Records from a collection:

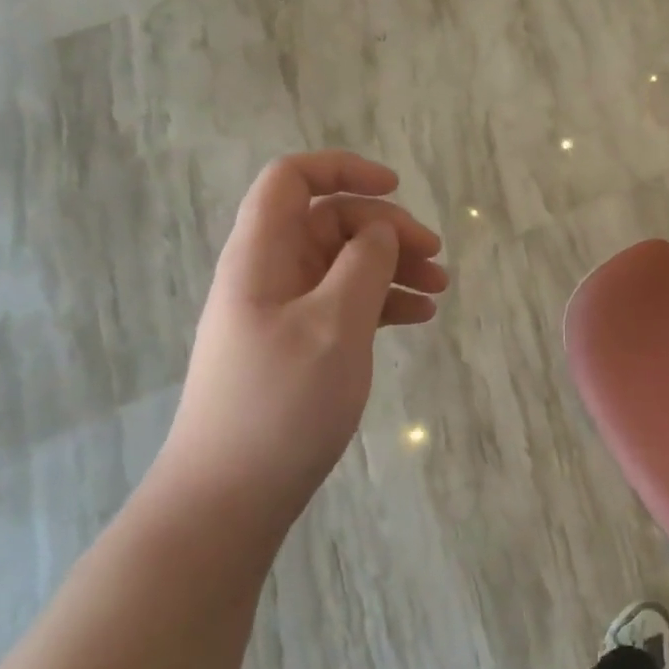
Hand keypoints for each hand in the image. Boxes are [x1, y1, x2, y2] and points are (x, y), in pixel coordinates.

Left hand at [163, 152, 448, 518]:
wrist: (229, 498)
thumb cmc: (280, 404)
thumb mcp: (334, 325)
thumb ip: (363, 264)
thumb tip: (379, 230)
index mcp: (262, 255)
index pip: (293, 179)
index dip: (343, 169)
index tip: (396, 188)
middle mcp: (269, 273)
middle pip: (330, 221)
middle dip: (386, 229)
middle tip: (435, 257)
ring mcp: (282, 311)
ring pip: (343, 265)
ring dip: (392, 267)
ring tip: (439, 290)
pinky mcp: (297, 345)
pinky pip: (343, 303)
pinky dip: (381, 302)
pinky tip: (419, 318)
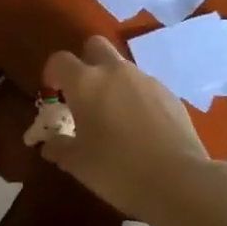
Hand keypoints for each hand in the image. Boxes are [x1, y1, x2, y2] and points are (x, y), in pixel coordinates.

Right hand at [39, 37, 224, 225]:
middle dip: (86, 61)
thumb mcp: (79, 164)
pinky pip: (145, 86)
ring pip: (123, 67)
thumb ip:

| How to complete this task |
Please reproduce every entry above exactly, but leave out the pictures.

| Written answer |
Hand keypoints for each hand in the image. Boxes are [x1, y1, x2, y2] and points are (x, y), in pixel coordinates.

Left hand at [163, 152, 448, 518]:
wrist: (229, 498)
thumb cmc: (280, 404)
thumb mcp: (334, 325)
thumb ip: (363, 264)
thumb tip: (379, 230)
index mcp: (262, 255)
index pip: (293, 179)
index dip: (343, 169)
index tip: (396, 188)
middle mcp: (269, 273)
middle pip: (330, 221)
middle dip: (386, 229)
middle tip: (435, 257)
ring mcp: (282, 311)
ring pip: (343, 265)
ring dip: (392, 267)
ring tip: (439, 290)
pinky mcp: (297, 345)
pinky pip: (343, 303)
pinky dip: (381, 302)
pinky tip: (419, 318)
Hand keypoints for each hand in the image. Boxes are [x1, y1, x2, y2] and points are (x, y), in pixel coordinates.

Right hand at [39, 37, 224, 225]:
middle dip: (86, 61)
thumb mcp: (79, 164)
pinky pip: (145, 86)
ring pip: (123, 67)
thumb ip:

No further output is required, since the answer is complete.